**Instructions to follow**
Can you quote the records below in full, word for word?

Entries supplied START

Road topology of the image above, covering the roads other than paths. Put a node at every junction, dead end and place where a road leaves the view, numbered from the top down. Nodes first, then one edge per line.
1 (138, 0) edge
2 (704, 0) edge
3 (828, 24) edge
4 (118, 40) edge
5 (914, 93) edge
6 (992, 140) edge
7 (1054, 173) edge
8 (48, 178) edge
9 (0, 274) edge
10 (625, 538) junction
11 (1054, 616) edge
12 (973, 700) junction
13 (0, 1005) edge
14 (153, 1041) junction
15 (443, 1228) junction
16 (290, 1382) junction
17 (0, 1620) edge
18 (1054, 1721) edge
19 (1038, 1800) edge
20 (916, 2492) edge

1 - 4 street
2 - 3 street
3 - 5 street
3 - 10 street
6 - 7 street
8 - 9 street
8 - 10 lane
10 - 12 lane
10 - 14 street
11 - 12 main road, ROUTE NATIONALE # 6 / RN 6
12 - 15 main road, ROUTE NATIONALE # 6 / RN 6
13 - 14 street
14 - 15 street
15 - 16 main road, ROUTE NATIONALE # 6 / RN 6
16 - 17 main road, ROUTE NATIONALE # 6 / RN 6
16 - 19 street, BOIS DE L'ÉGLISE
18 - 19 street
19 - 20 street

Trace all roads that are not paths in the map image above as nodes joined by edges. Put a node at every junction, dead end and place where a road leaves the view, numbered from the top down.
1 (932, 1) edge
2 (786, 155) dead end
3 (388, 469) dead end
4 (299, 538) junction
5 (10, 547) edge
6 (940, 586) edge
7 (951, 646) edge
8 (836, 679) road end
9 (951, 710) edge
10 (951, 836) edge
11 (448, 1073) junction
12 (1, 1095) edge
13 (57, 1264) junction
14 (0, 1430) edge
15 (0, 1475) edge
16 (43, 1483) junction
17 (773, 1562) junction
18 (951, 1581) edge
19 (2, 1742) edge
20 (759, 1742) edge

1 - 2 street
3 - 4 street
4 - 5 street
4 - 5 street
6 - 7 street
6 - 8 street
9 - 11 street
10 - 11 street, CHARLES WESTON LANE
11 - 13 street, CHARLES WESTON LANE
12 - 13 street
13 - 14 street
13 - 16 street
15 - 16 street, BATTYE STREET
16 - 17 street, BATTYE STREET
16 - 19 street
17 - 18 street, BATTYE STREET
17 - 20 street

Entries supplied END

**Your solution**
Road topology of the image above, covering the roads other than paths. Put a node at every junction, dead end and place where a road leaves the view, numbered from the top down. Nodes first, then one edge per line.
1 (138, 0) edge
2 (704, 0) edge
3 (828, 24) edge
4 (118, 40) edge
5 (914, 93) edge
6 (992, 140) edge
7 (1054, 173) edge
8 (48, 178) edge
9 (0, 274) edge
10 (625, 538) junction
11 (1054, 616) edge
12 (973, 700) junction
13 (0, 1005) edge
14 (153, 1041) junction
15 (443, 1228) junction
16 (290, 1382) junction
17 (0, 1620) edge
18 (1054, 1721) edge
19 (1038, 1800) edge
20 (916, 2492) edge

1 - 4 street
2 - 3 street
3 - 5 street
3 - 10 street
6 - 7 street
8 - 9 street
8 - 10 lane
10 - 12 lane
10 - 14 street
11 - 12 main road, ROUTE NATIONALE # 6 / RN 6
12 - 15 main road, ROUTE NATIONALE # 6 / RN 6
13 - 14 street
14 - 15 street
15 - 16 main road, ROUTE NATIONALE # 6 / RN 6
16 - 17 main road, ROUTE NATIONALE # 6 / RN 6
16 - 19 street, BOIS DE L'ÉGLISE
18 - 19 street
19 - 20 street

Trace all roads that are not paths in the map image above as nodes joined by edges. Put a node at every junction, dead end and place where a road leaves the view, numbered from the top down.
1 (932, 1) edge
2 (786, 155) dead end
3 (388, 469) dead end
4 (299, 538) junction
5 (10, 547) edge
6 (940, 586) edge
7 (951, 646) edge
8 (836, 679) road end
9 (951, 710) edge
10 (951, 836) edge
11 (448, 1073) junction
12 (1, 1095) edge
13 (57, 1264) junction
14 (0, 1430) edge
15 (0, 1475) edge
16 (43, 1483) junction
17 (773, 1562) junction
18 (951, 1581) edge
19 (2, 1742) edge
20 (759, 1742) edge

1 - 2 street
3 - 4 street
4 - 5 street
4 - 5 street
6 - 7 street
6 - 8 street
9 - 11 street
10 - 11 street, CHARLES WESTON LANE
11 - 13 street, CHARLES WESTON LANE
12 - 13 street
13 - 14 street
13 - 16 street
15 - 16 street, BATTYE STREET
16 - 17 street, BATTYE STREET
16 - 19 street
17 - 18 street, BATTYE STREET
17 - 20 street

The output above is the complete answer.